ヨアン・グリロ著/山本章代訳
☆☆☆★
現代企画室
アマゾンでは本書が原著の一部をカットしたことを糾弾しているレビューもあったが、後書きにあるように、大部すぎる原著の一部を省略するのは残念ながらよくあること。どういう内容だったのかは、ちょうど同じテーマの『コカイン ゼロゼロゼロ』と比べれば、大体の想像はつく。
確かに現地の情報や家族の歴史なんかは省いても構わないだろう。だが、やはり残虐だ、という理由で省略するのはいかがなものか。もちろん、この翻訳本にも結構殺人と死体の描写は出てくるので、『コカイン ゼロゼロゼロ』を読んでいなければ、十分刺激的だと思っただろう。ただし、世界的な『コカイン ゼロゼロゼロ』から、局地的な(と言ってもコロンビアとか中継地点としてアフリカも出てくる)メキシコに限定されたのに、無政府状態と言ってもいいくらいの惨状がぼかされているのは隔靴掻痒でもあるが・・・。
「ファルコンは(略)メキシコの麻薬組織のボスに成り上がっていた。(略)警察がファルコンを、殴打し、電気ショックで拷問したところ」
さらっと書いているが、ほとんど無法地帯の警察だけあって取り調べが乱暴!(^^;)
「アメリカから供与された軍装備(略)メキシコは37機のベル・ヘリコプター、22機の小型飛行機、1機の高性能ジェット飛行機を手に入れ」
これは『コカイン ゼロゼロゼロ』にも書いていたが。
「カルデロンの戦争は麻薬押収ですぐにすばらしい成果を挙げた。連邦警察はメキシコシティの豪邸を強制捜査し、覚醒剤の売上金と見られる2億700万ドルの現金を押収した。これは世界でも史上最高額の現金押収額だった。2007年10月、海軍は(略)コロンビアから来た(略)香港籍の貨物船を強制捜査した。(略)23・5トン以上にのぼるコカインが発見された。これは史上最大のコカイン押収量」
「メキシコはギャングから押収した6千丁近い銃(略)その約90パーセント(略)は米国内の銃器店で売られていたものだった」
メキシコの麻薬の行き先はほとんどがアメリカで、反対に麻薬戦争用の武器はアメリカから来ている互恵関係(?)となっている。
「コロンビアの警察は麻薬マフィアの逮捕率を以前よりずっと改善したが、このアンデスから来るコカインの量はたいして変わっていないのである。(略)コロンビアが達成したものは何だったのか?(略)「麻薬マフィアをたたくことで、国内の治安に対する彼らの脅威は大幅に低減した」
「メキシコ政府の人権擁護員会が(略)報告書を提出した。驚くべきことに半年の間に1万人が誘拐被害にあったというのだ。

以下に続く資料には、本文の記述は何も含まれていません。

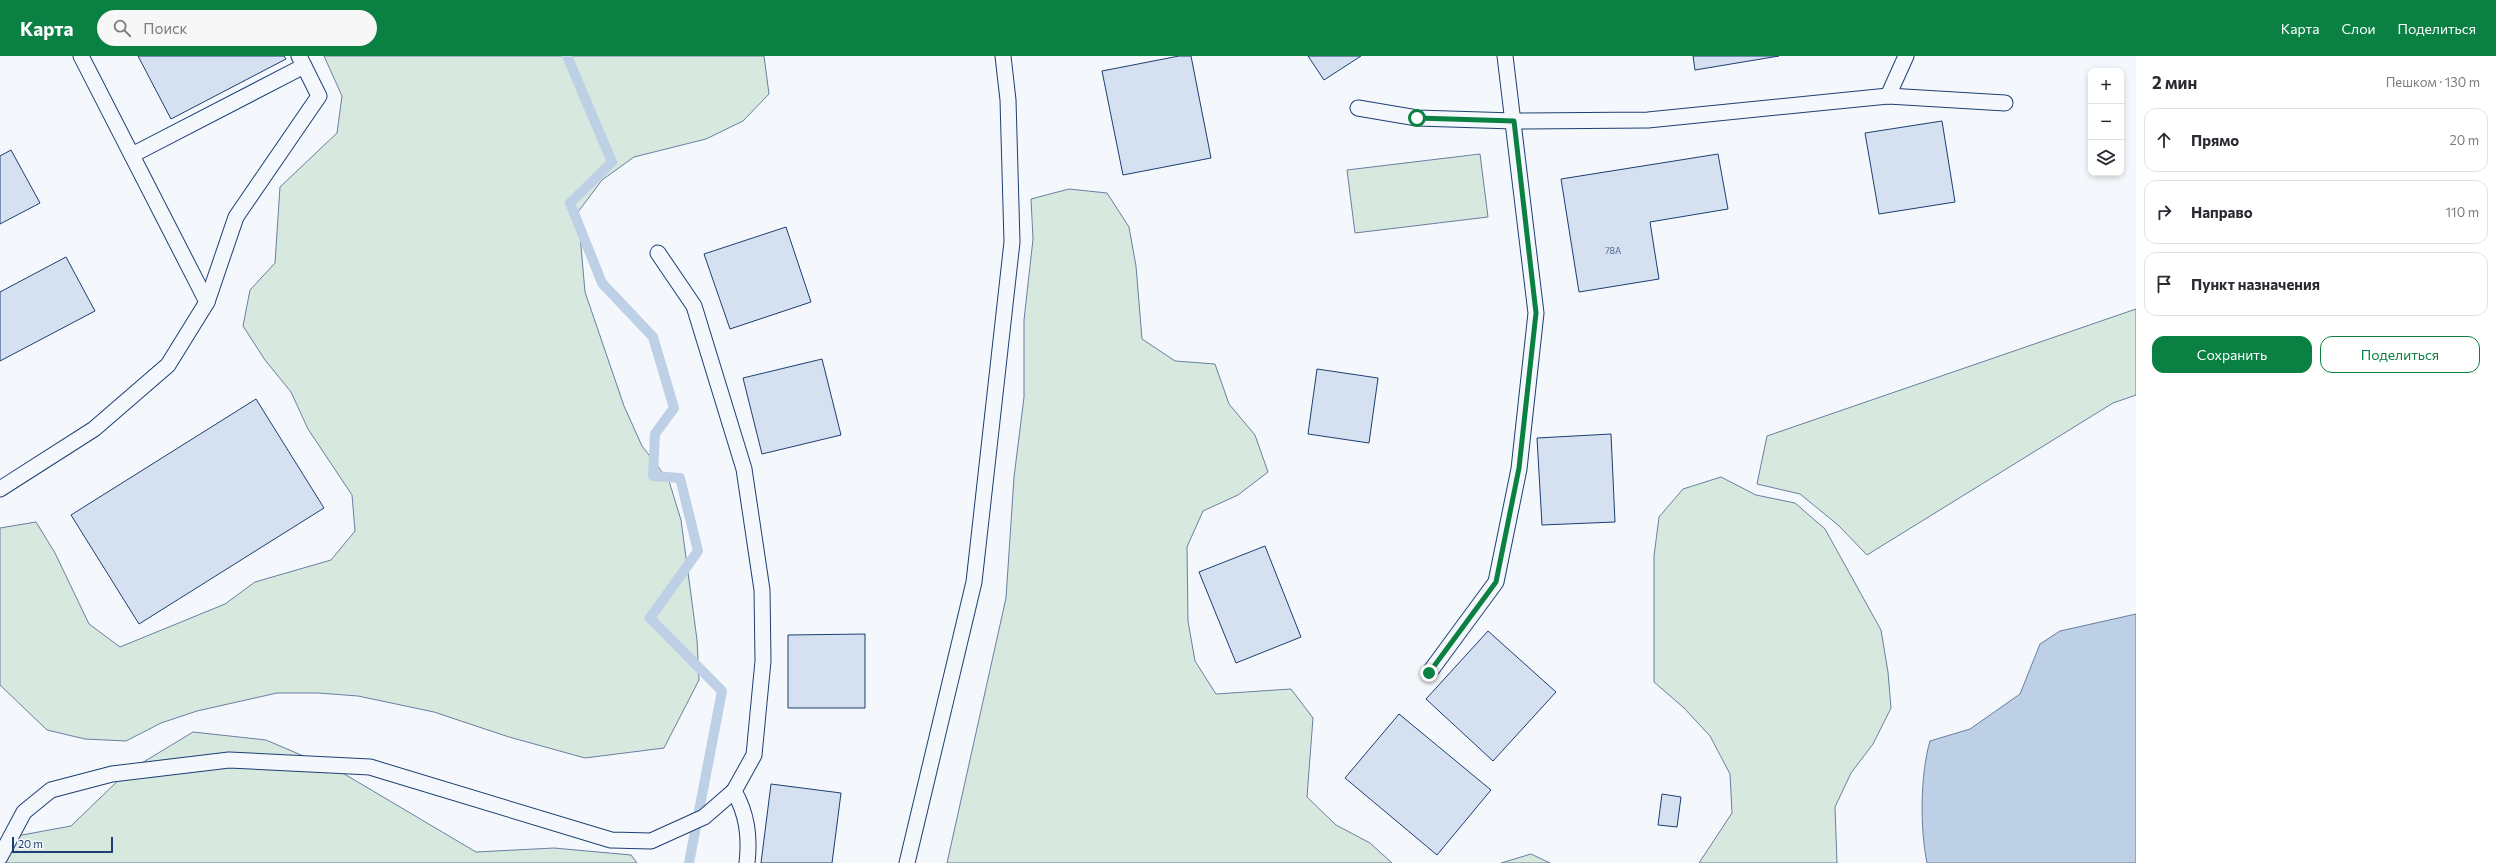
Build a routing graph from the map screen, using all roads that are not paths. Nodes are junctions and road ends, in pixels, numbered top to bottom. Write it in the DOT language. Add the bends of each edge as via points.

この誘拐は警察や政治家だけでなく、金持ち、最悪なことに移民や一般市民までが対象なのだ。文字通り質より量っていうから恐ろしい。
「1997年のアメリカの麻薬取締担当局(略)は、メキシコのギャングは収入の6割をマリワナから得ていると結論を出している。」
これはコカイン等の麻薬が残りの4割、ということを示しているという事ではなく、マリワナ(昔はマリファナって書いてたと思うけど)が最大の収入源であることは間違いないと思うが、本書にあるように、石油や他の闇ビジネスもやっているので。